The agenda request comes at a time when there is pending litigation in the ICC case against President Kenyatta. The judges are considering competing requests either, as the defense requests, to drop the case given the prosecution’s concession that at present it does not have sufficient evidence to take the case to trial or, as the prosecution requests, to issue a finding of non-cooperation against the government of Kenya and to postpone the trial indefinitely pending full cooperation with the prosecution’s request for records that may provide potential evidence in the case.[21]

Within Kenya, the judges’ request that President Kenyatta appear in person for a status conference on October 8[22]—the first time the ICC has required President Kenyatta’s personal appearance in three years, a decision cautioning the government over its leaking of confidential information in the case,[23] and the potential for a finding of non-cooperation appear to have touched off renewed criticism of the ICC. Members of parliament from the ruling coalition convened a press conference in late October calling for the termination of cases against President Kenyatta and Deputy President Ruto and vowed to raise the issue with the Assembly of States Parties.[24] Just a few days later, before the UN General Assembly, on the occasion of the ICC president’s presentation of the court’s annual report, Kenya’s permanent representative to the UN made a statement accusing a “pernicious group of countries” of hijacking the court and terming the ICC an “institutional failure of historical proportions.”[25]

The latter developments follow long-standing efforts to discredit Kenya activists speaking up for justice and the ICC. Kenyatta, Ruto, and allied bloggers began to sharply criticize civil society organizations and activists soon after the ICC issued its summons for the two men to appear in The Hague in December 2010. After returning from an ICC status conference in The Hague in 2011, Ruto was quoted as having said, “NGOs should stop interfering with government matters, writing letters to their donors abroad to support the ICC intervention and compiling reports about post-election violence. It is none of their business.”[26]

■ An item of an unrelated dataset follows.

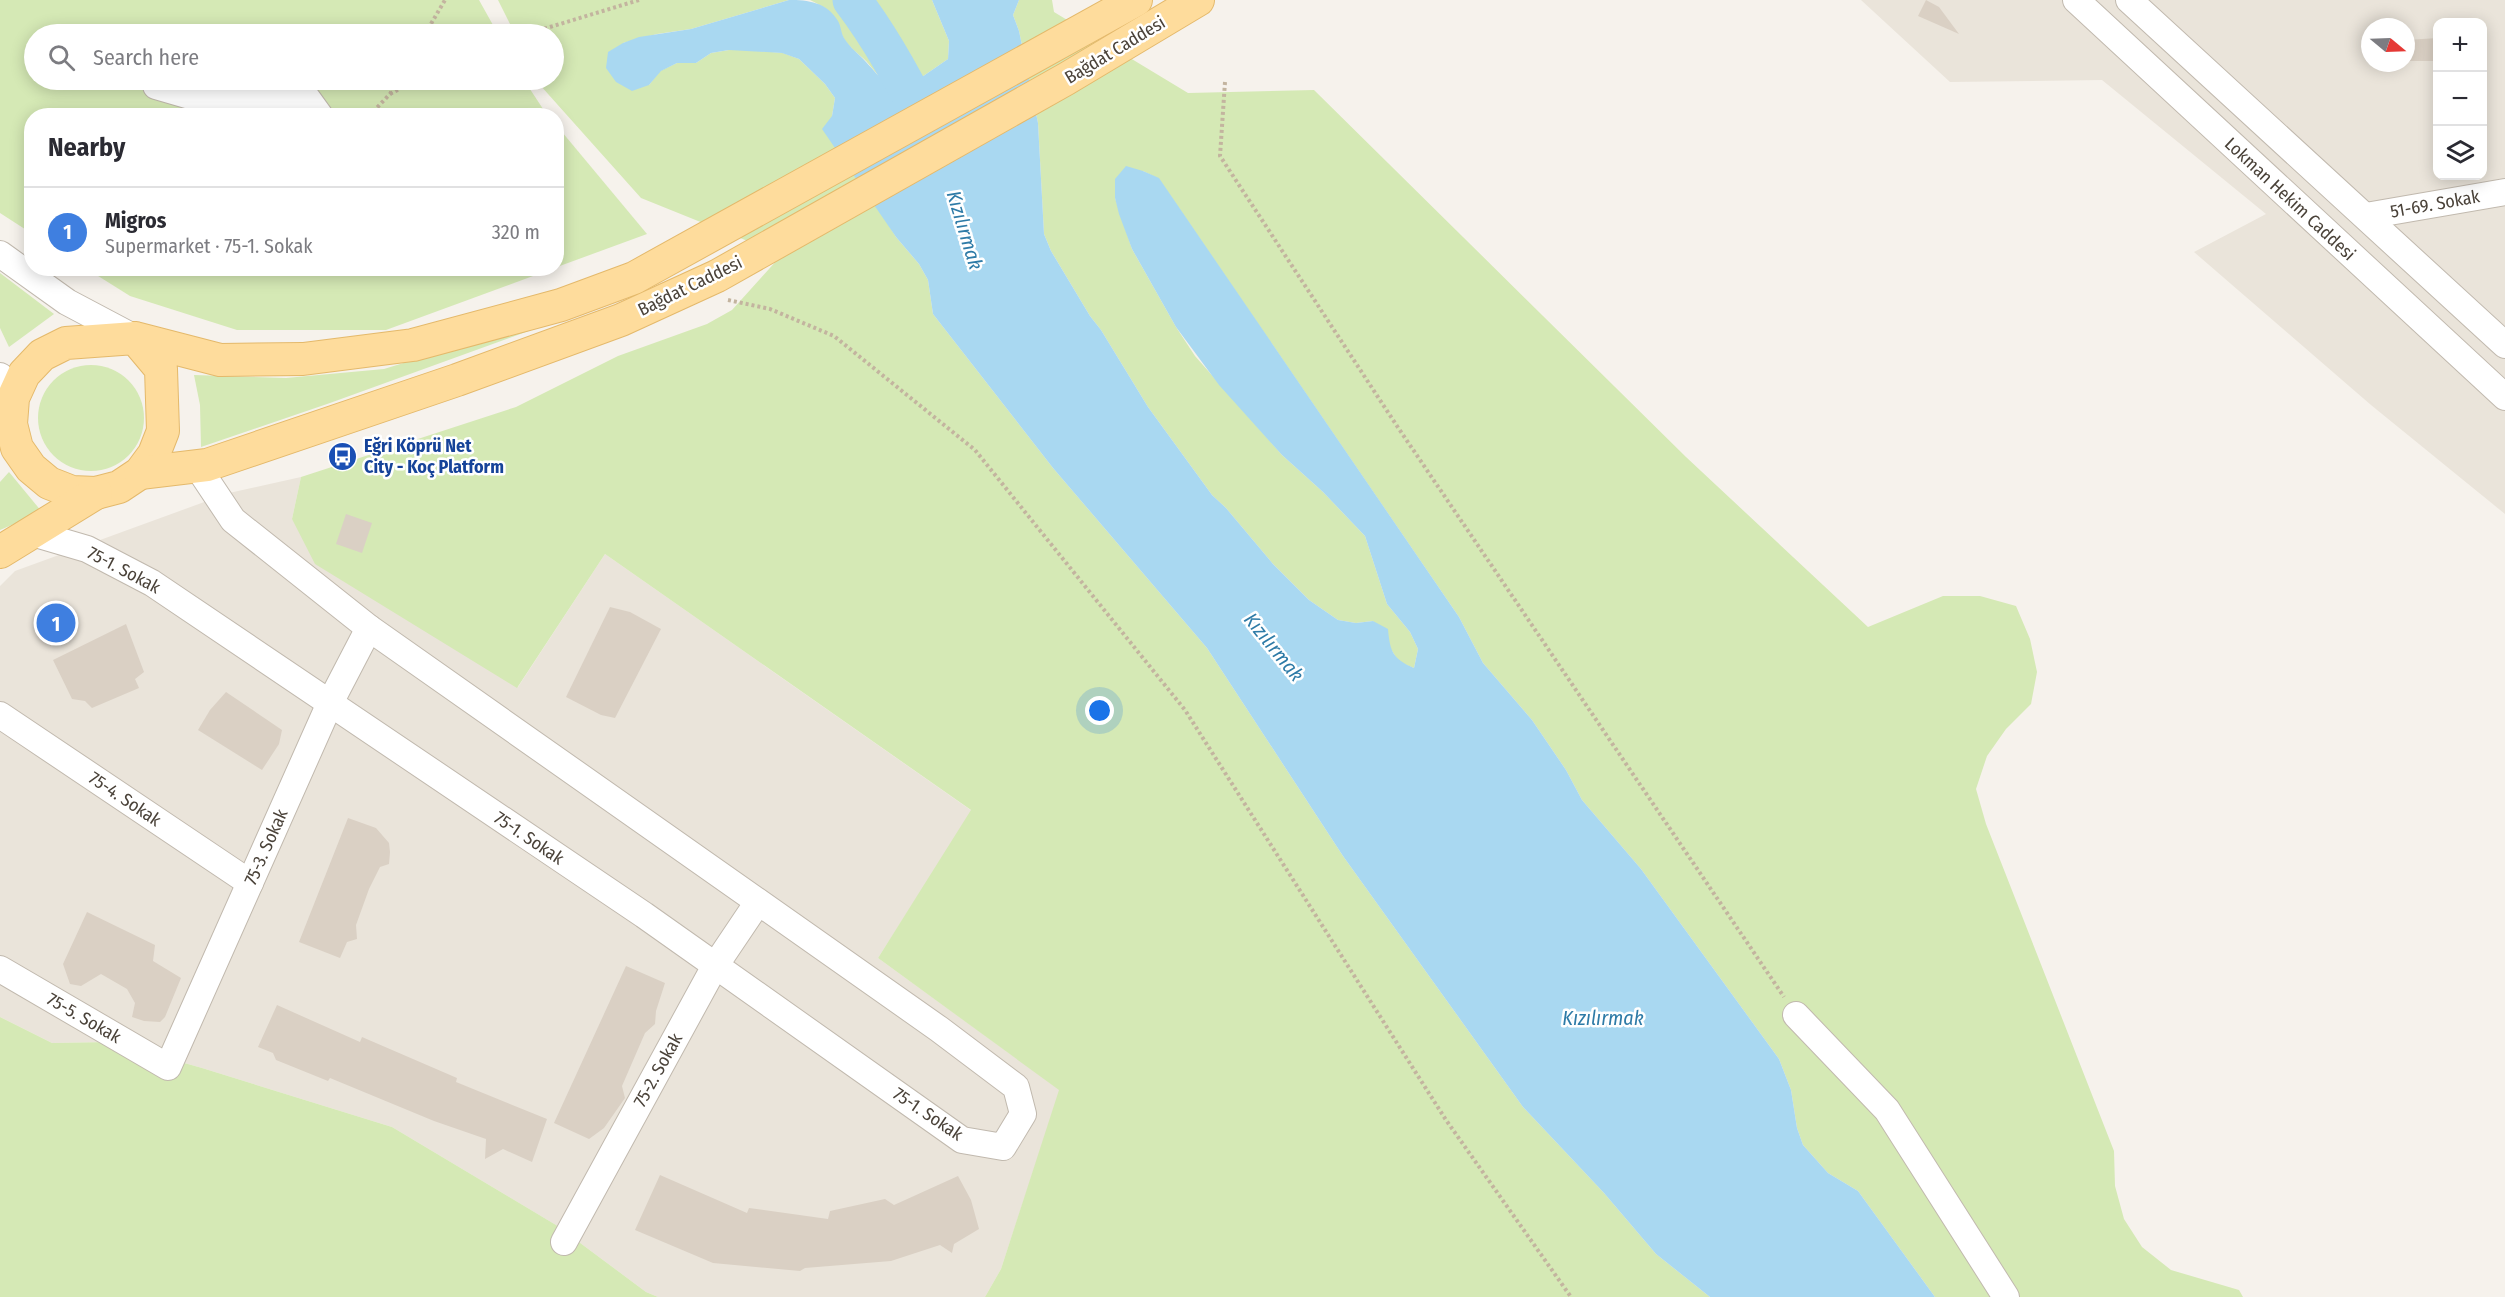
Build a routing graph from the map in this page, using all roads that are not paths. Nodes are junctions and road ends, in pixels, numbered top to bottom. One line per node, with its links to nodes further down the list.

In March 2013, Dennis Itumbi, a blogger and the president’s director of digital media and the diaspora, posted on his personal website a chart of civil society leaders and opposition figures he described as the “evil society” for supporting the ICC.[27] Kenya’s authorities have failed to address hate messages on social media that preceded threats against some human rights defenders by supporters of Kenyatta and Ruto.[28]

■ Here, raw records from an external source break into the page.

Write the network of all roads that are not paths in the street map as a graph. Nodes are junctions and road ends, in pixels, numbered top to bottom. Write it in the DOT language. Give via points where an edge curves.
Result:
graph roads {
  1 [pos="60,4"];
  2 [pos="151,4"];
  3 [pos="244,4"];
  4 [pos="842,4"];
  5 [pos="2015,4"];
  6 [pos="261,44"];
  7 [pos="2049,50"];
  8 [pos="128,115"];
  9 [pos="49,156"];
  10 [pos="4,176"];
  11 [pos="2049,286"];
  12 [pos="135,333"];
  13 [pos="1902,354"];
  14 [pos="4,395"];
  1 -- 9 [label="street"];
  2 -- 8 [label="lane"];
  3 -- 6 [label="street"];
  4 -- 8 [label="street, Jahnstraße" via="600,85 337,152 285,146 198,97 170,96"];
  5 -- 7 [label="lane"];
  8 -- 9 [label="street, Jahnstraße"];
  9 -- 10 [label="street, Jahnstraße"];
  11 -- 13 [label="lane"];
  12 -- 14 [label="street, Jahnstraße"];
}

Since October, efforts to discredit activists supporting the ICC process have intensified. Moses Kuria, the member of parliament for Gatundu South Constituency, a seat held by Kenyatta until March 2013, had been among the bloggers criticizing the activists. On October 15, Kuria delivered his first speech in the National Assembly and denounced Kenyan activists including for their participation in a Kenya media briefing by the Coalition for the ICC at UN headquarters in New York. Kuria then called for the reintroduction of amendments to existing legislation to restrict the funds that organizations could receive from foreign sources.[29] A few days earlier, the Kenyan UN permanent representative had complained to all UN missions in a note verbale about this same media briefing.[30]

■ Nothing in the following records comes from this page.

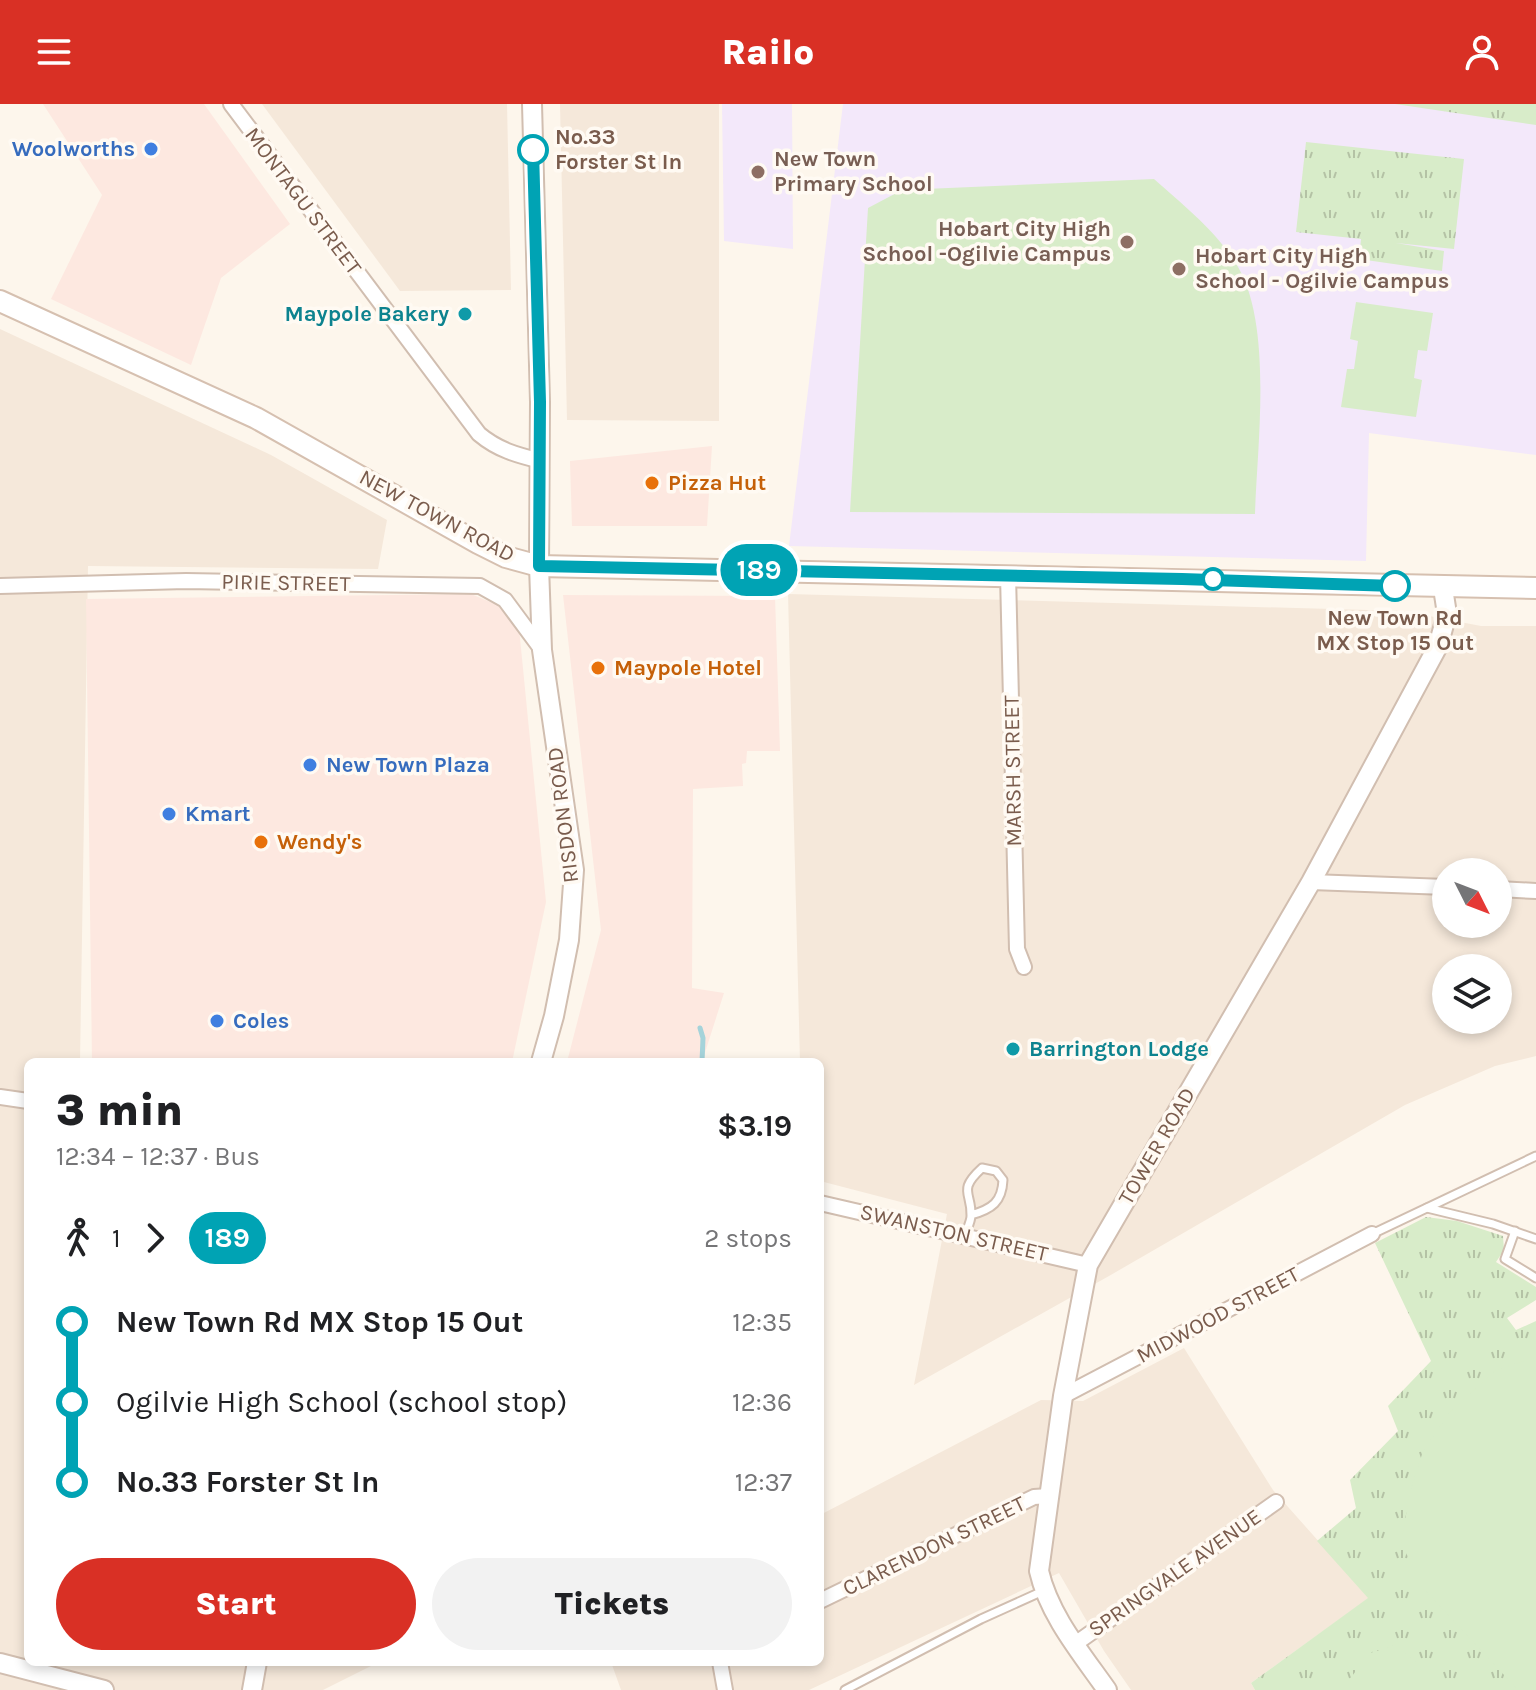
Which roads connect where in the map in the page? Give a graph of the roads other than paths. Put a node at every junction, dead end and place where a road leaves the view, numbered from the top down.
1 (231, 104) edge
2 (532, 104) edge
3 (0, 301) edge
4 (541, 461) junction
5 (539, 566) junction
6 (1008, 575) junction
7 (0, 586) edge
8 (1443, 588) junction
9 (1536, 588) edge
10 (542, 650) junction
11 (1311, 882) junction
12 (1432, 886) edge
13 (1512, 890) edge
14 (1536, 891) edge
15 (1024, 967) dead end
16 (542, 1058) edge
17 (0, 1097) edge
18 (24, 1100) edge
19 (1536, 1156) edge
20 (824, 1204) edge
21 (1427, 1208) junction
22 (971, 1215) junction
23 (1515, 1231) junction
24 (1372, 1234) joint
25 (965, 1235) junction
26 (1536, 1239) edge
27 (1088, 1265) junction
28 (1536, 1278) edge
29 (1065, 1388) junction
30 (1049, 1496) junction
31 (1276, 1502) dead end
32 (1043, 1591) junction
33 (824, 1599) edge
34 (1075, 1644) junction
35 (0, 1663) edge
36 (256, 1666) edge
37 (721, 1666) edge
38 (104, 1690) edge
39 (252, 1690) edge
40 (725, 1690) edge
41 (845, 1690) edge
42 (1107, 1690) edge

1 - 4 street, MONTAGU STREET
2 - 4 street, RISDON ROAD
3 - 5 main road, NEW TOWN ROAD
4 - 5 street, RISDON ROAD
5 - 6 main road, NEW TOWN ROAD
5 - 10 street, RISDON ROAD
6 - 8 main road, NEW TOWN ROAD
6 - 15 street, MARSH STREET
7 - 10 street, PIRIE STREET
8 - 9 main road, NEW TOWN ROAD
8 - 11 street, TOWER ROAD
10 - 16 street, RISDON ROAD
11 - 12 street
11 - 27 street, TOWER ROAD
13 - 14 street
17 - 18 street
19 - 21 lane
20 - 25 street, SWANSTON STREET
21 - 23 lane
21 - 24 lane
22 - 22 lane
22 - 25 lane
23 - 26 lane
23 - 28 lane
24 - 29 street, MIDWOOD STREET
25 - 27 street, SWANSTON STREET
27 - 29 street, TOWER ROAD
29 - 30 street, TOWER ROAD
30 - 32 street, TOWER ROAD
30 - 33 street, CLARENDON STREET
31 - 34 street, SPRINGVALE AVENUE
32 - 34 street, TOWER ROAD
32 - 41 lane
34 - 42 street, TOWER ROAD
35 - 38 street
36 - 39 street
37 - 40 street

The ICC is not above criticism. We have called and continue to call on ICC officials to heighten the court's performance, and note that there are a number of reviews underway, including those referenced above (see “Introduction”). But ICC states parties should resist any effort to use the Assembly to further politicize and derail the cases arising out of the Kenya situation. These cases need to be allowed to take their judicial course, and the court’s independence and mandate should be protected.

The stakes here are too high for any other course of action. For the defendants, their fair trial rights need to be scrupulously protected by the ICC’s judges. For victims of post-election violence, for whom in the absence of national prosecutions, the ICC cases represent the only genuine efforts to determine responsibility for the atrocities that rocked the country in 2007-2008, their rights to justice, truth, and reparation are on the line. States parties should work together to avoid the capture of this Assembly session by an agenda so transparently aimed at undermining justice.

 

IV. Amendments

There are several amendment proposals pending before the Assembly’s Working Group on Amendments.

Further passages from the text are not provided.